(My immediate family and those who supported me through it all - one of the best days of my life - graduation from AUBURN UNIVERSITY)
Dear Taylor,
As I write, I slowly do research in efforts to know you,
although Wikipedia and Google can only provide so much biographical information
about any person. Since I always write about my daily experiences, I am an open
book as so many say. We never really know someone until we spend personal time
with them.
This week I have taken time to enjoy my family – something
my own misery in occupation has prevented me from doing recently. Funny how
only on a break am I able to travel and see those who mean the most to me.

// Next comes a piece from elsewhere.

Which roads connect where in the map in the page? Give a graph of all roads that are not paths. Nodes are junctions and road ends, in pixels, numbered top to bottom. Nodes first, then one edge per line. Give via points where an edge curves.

Often you hear people say “I do not feel it.” Rarely do any of us feel like
going to a workplace that never brings satisfaction, however sometimes to
pursue a dream we must do something we do not enjoy to get to place where we
can do something we do enjoy on an almost daily basis. Even in your career, I
am sure there were days you disliked what you did to now be where you are even
with your blessed quick rise to success. There were some days and still are I
am sure you pay your dues.
Spending time with Brogan (my new nephew) and my Grandmother
suffering from cancer have each been refreshing in their own right…..taking
time to see someone who has touched my life in more ways than I can count with
the blessing of a new arrival who will touch my life in many more ways to come.

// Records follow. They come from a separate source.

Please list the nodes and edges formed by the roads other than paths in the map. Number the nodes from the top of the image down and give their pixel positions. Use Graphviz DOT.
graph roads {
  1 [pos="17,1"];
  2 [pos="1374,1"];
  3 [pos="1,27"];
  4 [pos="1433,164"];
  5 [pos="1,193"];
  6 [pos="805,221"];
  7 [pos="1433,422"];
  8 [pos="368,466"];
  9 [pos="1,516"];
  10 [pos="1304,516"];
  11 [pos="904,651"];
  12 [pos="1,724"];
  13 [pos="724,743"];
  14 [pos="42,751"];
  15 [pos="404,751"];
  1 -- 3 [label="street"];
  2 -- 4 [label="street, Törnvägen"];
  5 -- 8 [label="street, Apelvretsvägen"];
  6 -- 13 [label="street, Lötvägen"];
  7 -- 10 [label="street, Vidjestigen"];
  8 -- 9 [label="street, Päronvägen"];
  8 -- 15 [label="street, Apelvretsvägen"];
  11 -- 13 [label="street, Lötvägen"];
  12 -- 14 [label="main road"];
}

I may have arrived to an active decision that having my own
family may be a dream I undermined or at least saw more as a burden in the past
rather than a blessing….that viewpoint has changed dramatically meaning I am
very much looking forward to one day meeting that special person and seeing
where God takes it from there.
It is very easy to let one bad thing in life sour everything
else, however no matter what you cannot let the bad things sour the good
things. They must distinctly be set apart.
It would after all in this world be easy to constantly be
discouraged in an American society where complaining constantly overcomes
positive speech and the commitments to marital relationships no longer takes
meaning (hence all the staggering divorce rates).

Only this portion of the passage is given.